On one hand Monsanto would seem to be very capable of entering the weed business in a big way. They have lots of money and tremendous expertise in agriculture science. Archer Daniels Midland could plant a 100 square miles of primo bud. But on the other hand I think of the countless failures of large successful business failing to seize on what seemed easy and obvious opportunities. It wont be the Monsanto's who will become the be new big players. It is someone else who is young, small, nimble and innovative.

Clayton Christensen on disruptive innovation


----------



## overgrowem (Oct 12, 2014)

Don't support medical, decrim. or legalization without homegrow


----------



## snowdog203 (Oct 30, 2014)

overgrowem said:


> Don't support medical, decrim. or legalization without homegrow


right


----------



## colonuggs (Oct 31, 2014)

I don't want a company (MONSANTO) that made Agent Orange..... to produce my food or marijuana


----------



## Diabolical666 (Oct 31, 2014)

colonuggs said:


> I don't want a company (MONSANTO) that made Agent Orange..... to produce my food or marijuana


For real!!! They will probably make a strain that GIVES you cancer


----------



## mednaew (Oct 31, 2014)

They already have. "They" call it corn.


----------



## Aaronthet (Nov 3, 2014)

I know they have screwed commercial agriculture bad, when Monsanto crops pollinate the neighbors, Monsanto sues the neighbor for having illegally obtain patented genetics.

I see it as, on the one hand at least it will finally be legal, if its legal growing your own shouldn't be a problem legal or not, kinda like people with non licensed home brews, its no big deal as long as your not selling it.

On the other hand....its Monsanto...they are in the top 5 worse companies on the planet.

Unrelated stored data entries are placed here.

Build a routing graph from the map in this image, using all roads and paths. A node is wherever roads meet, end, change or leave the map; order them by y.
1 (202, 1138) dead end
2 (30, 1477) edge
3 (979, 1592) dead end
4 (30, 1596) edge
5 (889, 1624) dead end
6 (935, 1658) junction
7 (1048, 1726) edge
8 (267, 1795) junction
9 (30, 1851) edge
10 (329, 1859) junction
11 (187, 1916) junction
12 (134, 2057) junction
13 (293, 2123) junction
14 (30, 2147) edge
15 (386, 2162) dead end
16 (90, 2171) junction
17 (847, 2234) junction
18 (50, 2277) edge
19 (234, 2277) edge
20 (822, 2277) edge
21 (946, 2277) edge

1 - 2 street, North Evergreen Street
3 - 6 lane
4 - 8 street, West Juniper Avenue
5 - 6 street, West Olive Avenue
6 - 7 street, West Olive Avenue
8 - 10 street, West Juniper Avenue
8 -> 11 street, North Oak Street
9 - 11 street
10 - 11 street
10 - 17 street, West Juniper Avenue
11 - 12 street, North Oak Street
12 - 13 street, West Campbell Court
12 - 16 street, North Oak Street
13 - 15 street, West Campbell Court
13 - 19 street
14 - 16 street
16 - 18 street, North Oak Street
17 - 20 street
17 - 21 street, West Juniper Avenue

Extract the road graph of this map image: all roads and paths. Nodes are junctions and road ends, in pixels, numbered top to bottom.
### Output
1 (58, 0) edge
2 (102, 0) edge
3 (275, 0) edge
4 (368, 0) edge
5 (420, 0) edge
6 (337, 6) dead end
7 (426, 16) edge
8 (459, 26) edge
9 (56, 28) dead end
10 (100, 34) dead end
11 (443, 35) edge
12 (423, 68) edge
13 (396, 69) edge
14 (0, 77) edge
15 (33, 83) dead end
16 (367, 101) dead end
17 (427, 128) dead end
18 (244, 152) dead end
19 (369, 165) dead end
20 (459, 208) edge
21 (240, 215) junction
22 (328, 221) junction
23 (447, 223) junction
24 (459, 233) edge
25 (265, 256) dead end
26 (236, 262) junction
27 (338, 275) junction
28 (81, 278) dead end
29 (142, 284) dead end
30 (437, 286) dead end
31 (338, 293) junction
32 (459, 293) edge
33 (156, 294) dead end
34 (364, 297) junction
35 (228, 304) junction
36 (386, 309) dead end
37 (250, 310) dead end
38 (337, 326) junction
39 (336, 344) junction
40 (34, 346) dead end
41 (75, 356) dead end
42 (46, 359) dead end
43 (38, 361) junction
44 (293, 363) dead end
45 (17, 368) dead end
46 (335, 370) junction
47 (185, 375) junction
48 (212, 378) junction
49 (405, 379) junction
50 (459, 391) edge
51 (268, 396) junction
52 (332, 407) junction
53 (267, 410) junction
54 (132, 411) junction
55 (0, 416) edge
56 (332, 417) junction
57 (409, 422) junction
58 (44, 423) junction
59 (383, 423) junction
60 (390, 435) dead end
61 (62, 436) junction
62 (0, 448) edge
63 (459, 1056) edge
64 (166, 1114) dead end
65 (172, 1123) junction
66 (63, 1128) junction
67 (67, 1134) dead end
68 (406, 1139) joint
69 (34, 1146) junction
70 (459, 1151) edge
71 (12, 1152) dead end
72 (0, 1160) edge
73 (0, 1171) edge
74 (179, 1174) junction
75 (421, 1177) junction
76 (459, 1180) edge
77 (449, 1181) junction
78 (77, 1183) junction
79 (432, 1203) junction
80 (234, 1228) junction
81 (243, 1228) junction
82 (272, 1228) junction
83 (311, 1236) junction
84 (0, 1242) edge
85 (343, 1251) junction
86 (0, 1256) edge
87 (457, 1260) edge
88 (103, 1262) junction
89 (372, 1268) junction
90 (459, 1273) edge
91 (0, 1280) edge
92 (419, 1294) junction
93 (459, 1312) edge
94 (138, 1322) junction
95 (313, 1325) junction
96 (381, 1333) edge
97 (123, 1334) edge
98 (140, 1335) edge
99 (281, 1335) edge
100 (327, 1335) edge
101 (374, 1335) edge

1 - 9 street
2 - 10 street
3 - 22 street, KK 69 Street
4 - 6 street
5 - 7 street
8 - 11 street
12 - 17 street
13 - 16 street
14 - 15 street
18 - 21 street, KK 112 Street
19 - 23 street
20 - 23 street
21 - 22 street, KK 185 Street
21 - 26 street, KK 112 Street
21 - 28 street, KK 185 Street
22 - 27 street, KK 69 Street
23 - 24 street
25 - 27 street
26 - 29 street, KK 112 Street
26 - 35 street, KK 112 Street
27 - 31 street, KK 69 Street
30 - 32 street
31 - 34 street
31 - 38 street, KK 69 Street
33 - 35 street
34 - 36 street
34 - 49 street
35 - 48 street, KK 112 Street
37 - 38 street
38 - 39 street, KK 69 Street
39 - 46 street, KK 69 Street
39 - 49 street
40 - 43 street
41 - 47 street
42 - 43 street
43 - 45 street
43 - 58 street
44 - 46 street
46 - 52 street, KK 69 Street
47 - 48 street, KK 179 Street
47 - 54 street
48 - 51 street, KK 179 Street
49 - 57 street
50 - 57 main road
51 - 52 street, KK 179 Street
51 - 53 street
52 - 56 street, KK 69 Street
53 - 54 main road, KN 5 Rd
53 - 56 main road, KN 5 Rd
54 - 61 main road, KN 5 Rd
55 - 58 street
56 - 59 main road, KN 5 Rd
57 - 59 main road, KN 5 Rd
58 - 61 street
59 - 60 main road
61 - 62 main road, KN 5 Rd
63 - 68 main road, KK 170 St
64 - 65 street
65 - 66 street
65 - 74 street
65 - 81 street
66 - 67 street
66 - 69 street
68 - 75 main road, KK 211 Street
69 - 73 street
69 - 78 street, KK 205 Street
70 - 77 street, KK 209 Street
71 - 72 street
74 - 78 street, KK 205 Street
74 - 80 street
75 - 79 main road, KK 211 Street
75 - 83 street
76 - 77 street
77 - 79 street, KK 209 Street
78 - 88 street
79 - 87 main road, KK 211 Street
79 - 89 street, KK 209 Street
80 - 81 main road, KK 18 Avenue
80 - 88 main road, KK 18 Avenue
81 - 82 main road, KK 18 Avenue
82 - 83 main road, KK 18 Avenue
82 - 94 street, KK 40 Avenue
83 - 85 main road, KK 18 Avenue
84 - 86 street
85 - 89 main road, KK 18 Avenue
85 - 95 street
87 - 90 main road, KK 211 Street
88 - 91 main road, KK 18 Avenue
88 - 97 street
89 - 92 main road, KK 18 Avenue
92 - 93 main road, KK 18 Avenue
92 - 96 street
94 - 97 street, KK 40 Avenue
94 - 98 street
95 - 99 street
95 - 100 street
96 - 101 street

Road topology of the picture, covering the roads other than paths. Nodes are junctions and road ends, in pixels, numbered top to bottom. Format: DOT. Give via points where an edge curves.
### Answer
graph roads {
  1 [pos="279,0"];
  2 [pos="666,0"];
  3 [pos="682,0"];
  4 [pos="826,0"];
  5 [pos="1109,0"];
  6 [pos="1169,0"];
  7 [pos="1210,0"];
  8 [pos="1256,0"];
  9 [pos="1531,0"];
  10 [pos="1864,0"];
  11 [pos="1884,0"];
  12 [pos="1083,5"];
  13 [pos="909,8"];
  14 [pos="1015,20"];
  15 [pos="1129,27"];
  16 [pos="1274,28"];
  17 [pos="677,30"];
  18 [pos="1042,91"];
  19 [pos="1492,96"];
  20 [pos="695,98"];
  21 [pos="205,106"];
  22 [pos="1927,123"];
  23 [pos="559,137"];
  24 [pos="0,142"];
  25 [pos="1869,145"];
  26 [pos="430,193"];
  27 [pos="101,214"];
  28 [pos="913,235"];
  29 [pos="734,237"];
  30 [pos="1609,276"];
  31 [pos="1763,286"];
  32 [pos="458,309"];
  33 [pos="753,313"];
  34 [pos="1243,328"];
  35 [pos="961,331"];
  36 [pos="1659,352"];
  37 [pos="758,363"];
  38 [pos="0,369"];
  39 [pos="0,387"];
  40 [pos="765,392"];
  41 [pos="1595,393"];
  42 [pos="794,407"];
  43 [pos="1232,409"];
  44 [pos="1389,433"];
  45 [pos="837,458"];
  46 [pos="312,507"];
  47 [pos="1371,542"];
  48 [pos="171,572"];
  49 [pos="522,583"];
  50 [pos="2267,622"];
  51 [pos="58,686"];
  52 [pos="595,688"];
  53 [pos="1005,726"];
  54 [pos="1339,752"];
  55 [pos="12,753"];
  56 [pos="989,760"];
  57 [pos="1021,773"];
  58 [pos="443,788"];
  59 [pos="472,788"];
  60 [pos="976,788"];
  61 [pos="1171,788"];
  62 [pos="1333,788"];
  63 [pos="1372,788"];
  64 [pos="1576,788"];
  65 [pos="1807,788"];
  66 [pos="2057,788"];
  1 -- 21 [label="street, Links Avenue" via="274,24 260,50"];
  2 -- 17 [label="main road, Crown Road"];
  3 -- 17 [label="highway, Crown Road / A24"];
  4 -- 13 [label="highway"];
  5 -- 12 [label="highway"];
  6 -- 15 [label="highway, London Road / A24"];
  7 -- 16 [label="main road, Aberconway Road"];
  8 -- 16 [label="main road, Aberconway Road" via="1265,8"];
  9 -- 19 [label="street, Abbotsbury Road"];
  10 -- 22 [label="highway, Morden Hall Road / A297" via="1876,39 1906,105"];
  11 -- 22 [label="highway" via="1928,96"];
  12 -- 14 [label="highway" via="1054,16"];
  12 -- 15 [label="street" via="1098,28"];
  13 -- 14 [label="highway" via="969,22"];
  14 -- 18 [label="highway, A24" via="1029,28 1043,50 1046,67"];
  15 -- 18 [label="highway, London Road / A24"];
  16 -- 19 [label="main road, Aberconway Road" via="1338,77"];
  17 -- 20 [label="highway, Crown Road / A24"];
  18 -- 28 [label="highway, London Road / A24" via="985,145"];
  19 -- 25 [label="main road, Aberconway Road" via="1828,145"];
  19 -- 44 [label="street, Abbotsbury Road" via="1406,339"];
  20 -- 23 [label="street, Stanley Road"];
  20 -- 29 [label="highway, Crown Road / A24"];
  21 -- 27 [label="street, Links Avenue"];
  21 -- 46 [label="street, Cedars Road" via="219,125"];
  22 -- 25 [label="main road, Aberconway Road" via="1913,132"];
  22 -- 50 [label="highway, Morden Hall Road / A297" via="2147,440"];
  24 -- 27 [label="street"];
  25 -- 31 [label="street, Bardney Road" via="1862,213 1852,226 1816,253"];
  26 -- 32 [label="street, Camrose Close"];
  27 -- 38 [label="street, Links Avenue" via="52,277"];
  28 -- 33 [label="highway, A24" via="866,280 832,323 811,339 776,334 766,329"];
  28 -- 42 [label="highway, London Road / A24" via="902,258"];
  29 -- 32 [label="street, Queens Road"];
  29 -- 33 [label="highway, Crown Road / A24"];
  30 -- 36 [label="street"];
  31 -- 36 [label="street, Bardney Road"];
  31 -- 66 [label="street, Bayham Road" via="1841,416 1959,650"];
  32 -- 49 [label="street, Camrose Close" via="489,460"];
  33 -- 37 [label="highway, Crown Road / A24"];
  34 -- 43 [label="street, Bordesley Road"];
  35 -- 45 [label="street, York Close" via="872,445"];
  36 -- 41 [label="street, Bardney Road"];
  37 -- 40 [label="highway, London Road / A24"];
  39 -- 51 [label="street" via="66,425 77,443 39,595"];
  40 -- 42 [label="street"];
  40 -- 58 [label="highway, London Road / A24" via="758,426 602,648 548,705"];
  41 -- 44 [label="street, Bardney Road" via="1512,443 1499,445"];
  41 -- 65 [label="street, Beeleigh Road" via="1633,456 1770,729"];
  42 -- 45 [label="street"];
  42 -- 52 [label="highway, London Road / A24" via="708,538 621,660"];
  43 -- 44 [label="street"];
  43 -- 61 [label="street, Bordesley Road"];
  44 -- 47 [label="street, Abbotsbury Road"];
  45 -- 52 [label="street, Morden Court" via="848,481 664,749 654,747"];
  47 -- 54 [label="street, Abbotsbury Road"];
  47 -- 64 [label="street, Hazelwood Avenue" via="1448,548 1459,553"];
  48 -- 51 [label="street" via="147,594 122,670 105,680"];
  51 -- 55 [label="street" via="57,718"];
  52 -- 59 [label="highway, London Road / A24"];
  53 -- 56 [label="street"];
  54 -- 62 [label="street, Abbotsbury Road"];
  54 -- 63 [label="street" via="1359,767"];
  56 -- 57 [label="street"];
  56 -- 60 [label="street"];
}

I believe they would at least try to take over weed because they are greedy control freaks and its the only agriculture bigger than corn, but it would have to change at the fed level.

If any national/international company made huge money in a legal state the feds would crack down for show if nothing else. 

In florida the anti amendment two group got their last minute funding cause of the colorado guys coming here and getting involved in state politics throwing money around. Florida is a closed good, old boy system and that terrified the wrong people. Look at charlotte's web law, the qualifiers mean only 5 people in the state qualify for a growers license, surprise, its five guys from old money families. 

Our country is openly corrupt now. Another 20 years and we will be brasil, super rich and super poor with no in between and no hope for real change while we try to pay back china before they foreclose.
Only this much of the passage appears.